The Depaginator has several tasks:
1. Create a SQLite database with a schema that fits the task of storing and reporting the metadata we want.
2. Parse the paginated galleries one page at a time. This will usually lead you to a URL of the image/file viewer (which can be stored in the database), though sometimes you may be lucky enough to get some extra metadata.
* Store the URLs in the database along with the filename as the primary key.
3. Grab all URLs from the database and access each image/file viewer page. From here, grab as much metadata as possible, grab a link to the actual image, and store it in the database.
* For items such as tags or categories, a separate linking table with a one to many relationship from tag to file may be necessary.
4. Download all images from the website. It might be helpful to generate a txt dump of all file URLs, so they can be grabbed using Wget or grab-site.
### Database Manager
This time, this is a good chance to learn some SQLAlchemy. It's the better way to work with SQL.
### Gallery Parser
This parser generates a list of all files in the gallery. Generally, it grabs a certain amount of image URLs from one page, then jumps to the next page and grabs again, and so on.

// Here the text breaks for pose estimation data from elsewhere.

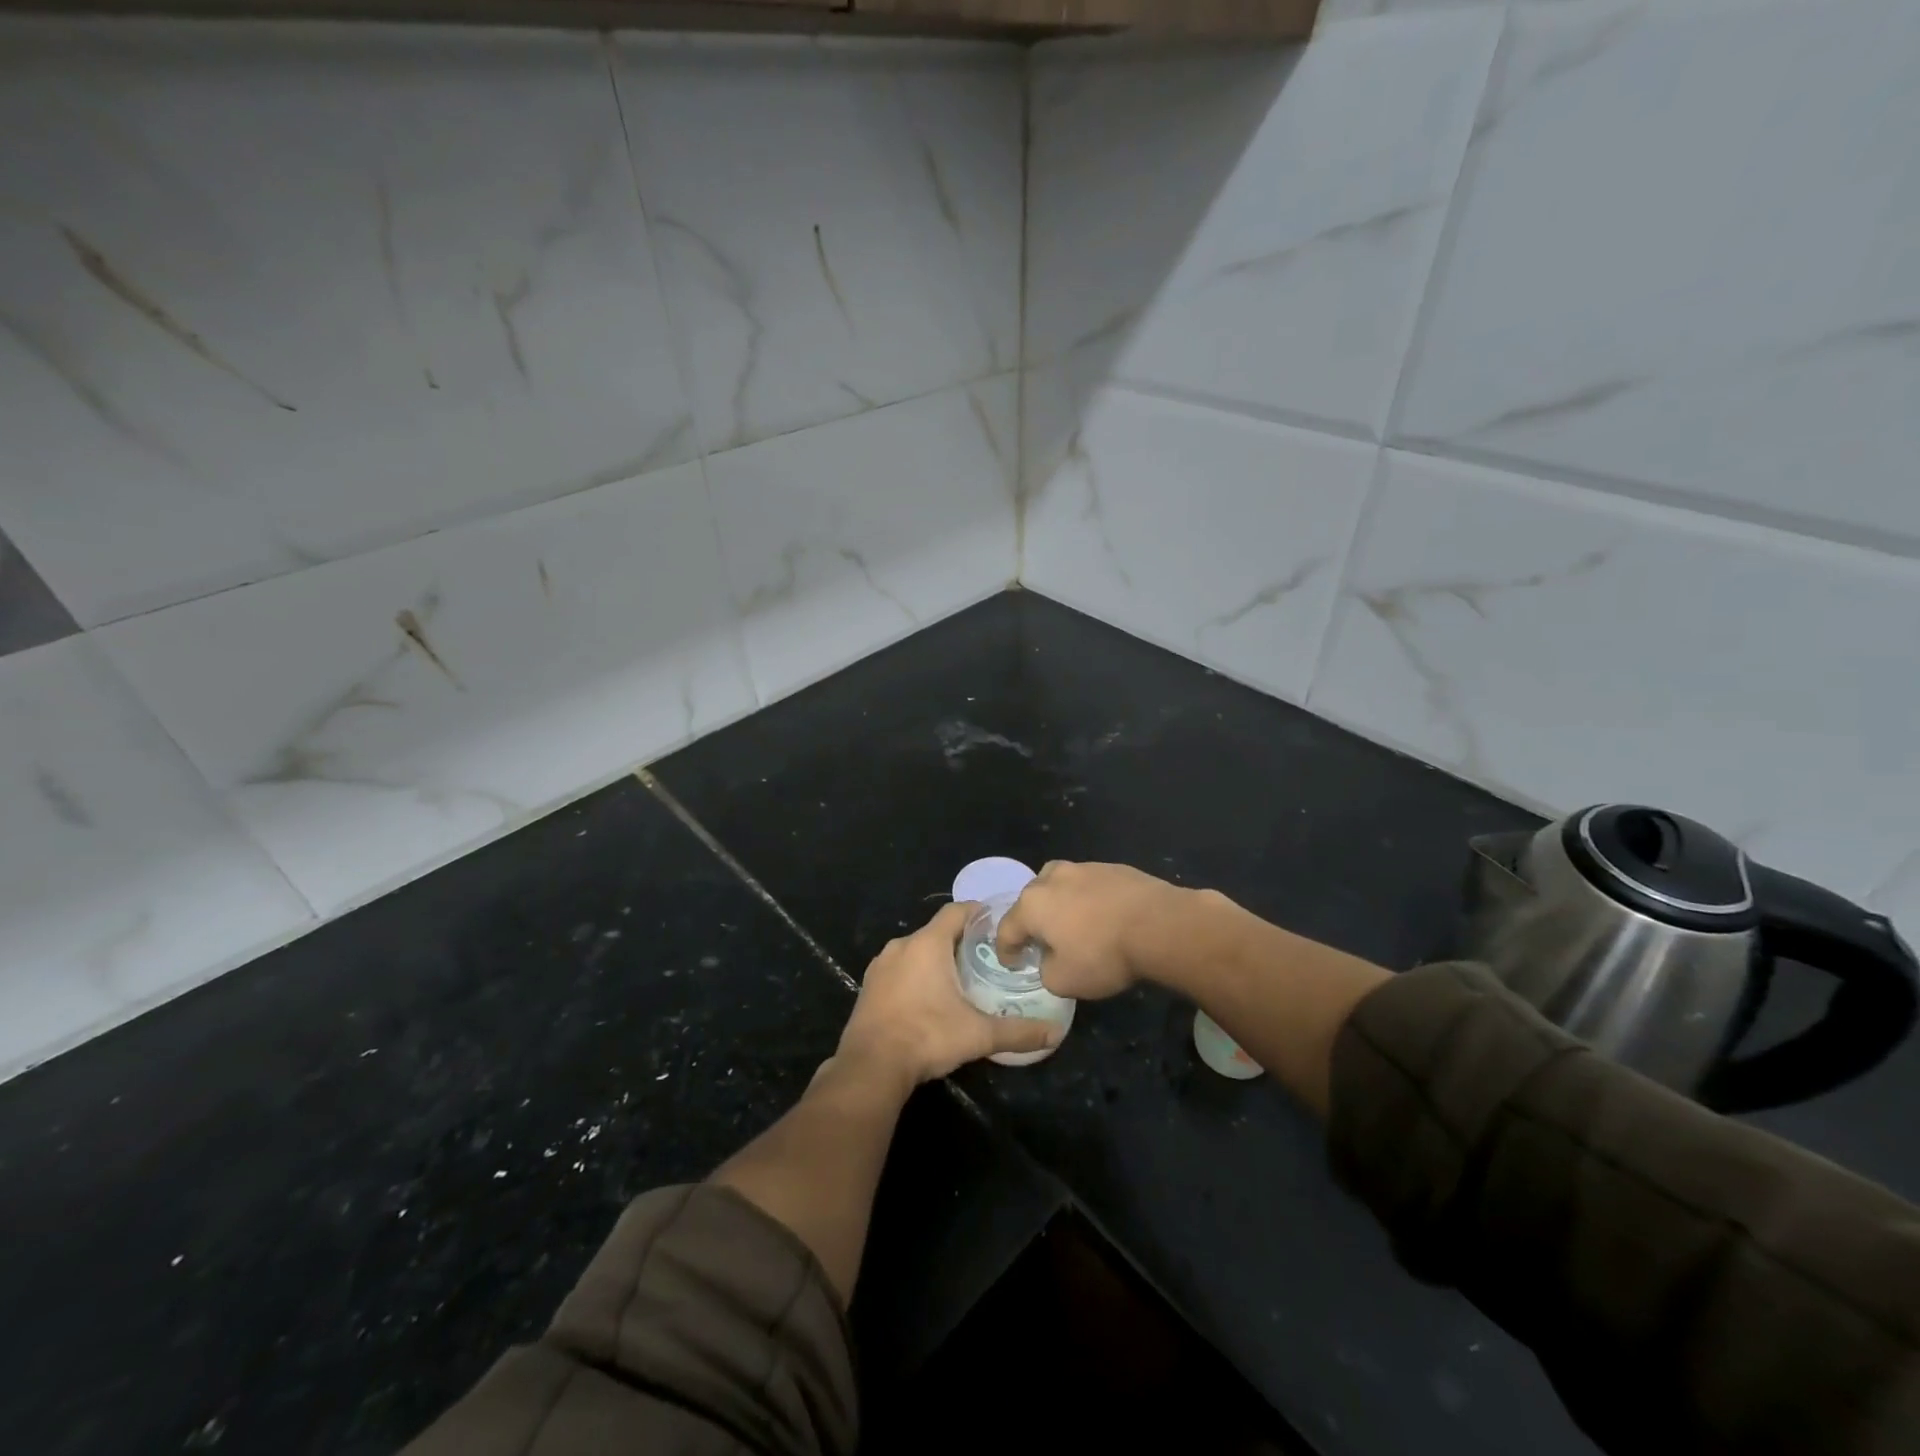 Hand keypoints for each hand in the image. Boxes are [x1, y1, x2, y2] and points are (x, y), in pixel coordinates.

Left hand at [837, 902, 1059, 1085]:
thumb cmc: (927, 1036)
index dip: (977, 912)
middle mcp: (901, 946)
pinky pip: (898, 969)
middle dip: (960, 940)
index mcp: (927, 944)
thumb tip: (1055, 1034)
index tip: (996, 923)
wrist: (870, 1067)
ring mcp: (880, 966)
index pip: (956, 911)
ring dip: (935, 959)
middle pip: (936, 931)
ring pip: (915, 951)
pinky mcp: (868, 987)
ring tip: (960, 977)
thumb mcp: (978, 1035)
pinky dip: (915, 975)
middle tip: (985, 956)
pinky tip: (928, 998)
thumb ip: (1018, 1032)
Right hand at [995, 861, 1220, 1000]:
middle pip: (1031, 899)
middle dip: (1031, 921)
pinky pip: (1089, 885)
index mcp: (1033, 904)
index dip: (1006, 950)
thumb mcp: (1064, 981)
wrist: (1160, 925)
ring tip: (1073, 925)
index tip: (1012, 964)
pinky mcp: (1112, 867)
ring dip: (1060, 905)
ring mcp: (1084, 867)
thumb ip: (1046, 971)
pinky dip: (1089, 900)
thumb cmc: (1104, 954)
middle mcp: (1052, 878)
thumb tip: (1050, 960)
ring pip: (1060, 886)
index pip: (1007, 928)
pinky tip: (1103, 917)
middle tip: (1041, 942) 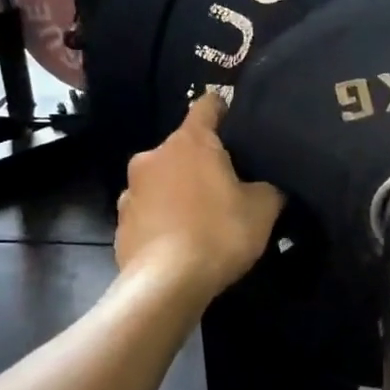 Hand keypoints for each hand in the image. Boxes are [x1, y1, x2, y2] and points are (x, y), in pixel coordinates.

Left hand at [116, 95, 284, 302]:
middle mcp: (153, 156)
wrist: (166, 285)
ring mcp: (131, 189)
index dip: (225, 110)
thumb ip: (269, 187)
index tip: (239, 125)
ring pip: (163, 179)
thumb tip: (267, 186)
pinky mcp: (121, 222)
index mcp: (189, 142)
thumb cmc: (218, 233)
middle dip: (204, 161)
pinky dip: (164, 218)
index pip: (208, 105)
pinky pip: (150, 210)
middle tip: (229, 185)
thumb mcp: (263, 208)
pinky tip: (181, 241)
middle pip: (184, 147)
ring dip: (180, 190)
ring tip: (202, 218) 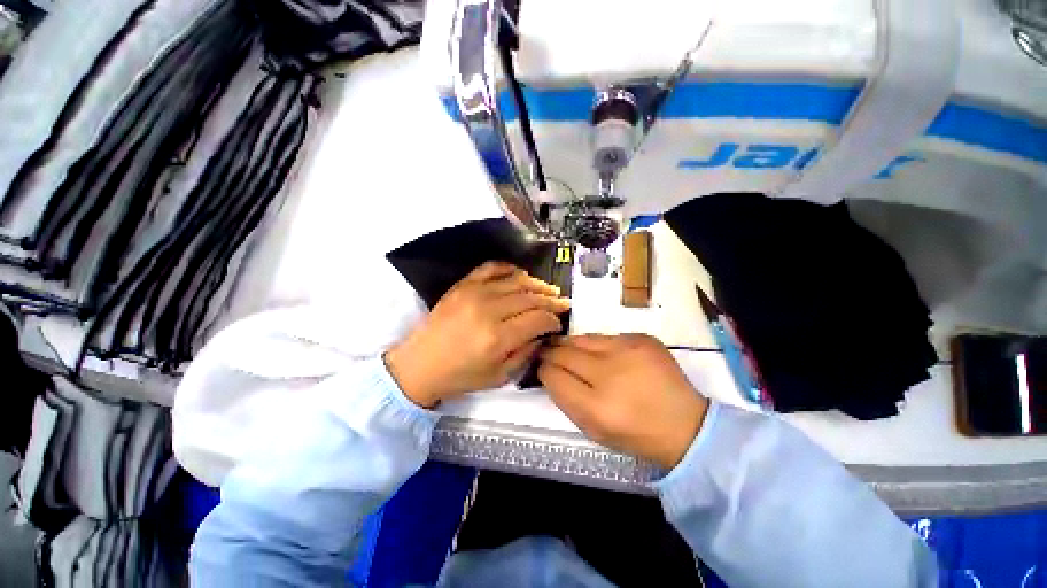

The user sets the total amount of pages in the site. If the site doesn't tell you, you'll have to figure it out by going to the final page possible.
On Dagobah, the format is as follows for page 3: `http://dagobah.net/?page=3&o=n&d=i`
### Image Nabber
In this step, we actually go into the Image View URLs in question and extract any metadata from there, especially the actual Image URLs.
You could also download images in this set in this step, but it is better to grab all the URLs and metadata first here.
### Comment Scraper
Thankfully, Dagobah has a simple URL scheme where every single image at `http://dagobah.net/flash/404.swf` has a comments section at `http://dagobah.net/flash/404.swf/comments`.
Thus, we can create a `comments` table with a foreign key `filename` that links each comment to the record in the `files` table.
### Export to JSON or TXT
The final step is to export all image URLs to TXT, or a JSON file which can have the Image/File Viewer URLs as well. This makes it possible to use an external tool such as `wget` for the images, or grab-site, which creates WARCs.
### Scraper
Alternatively, we could make a specific downloader which will handle the scraping. This makes it possible to set certain ranges to download, to spread the archival workload across machines for parallel scraping and diversity in IP ranges.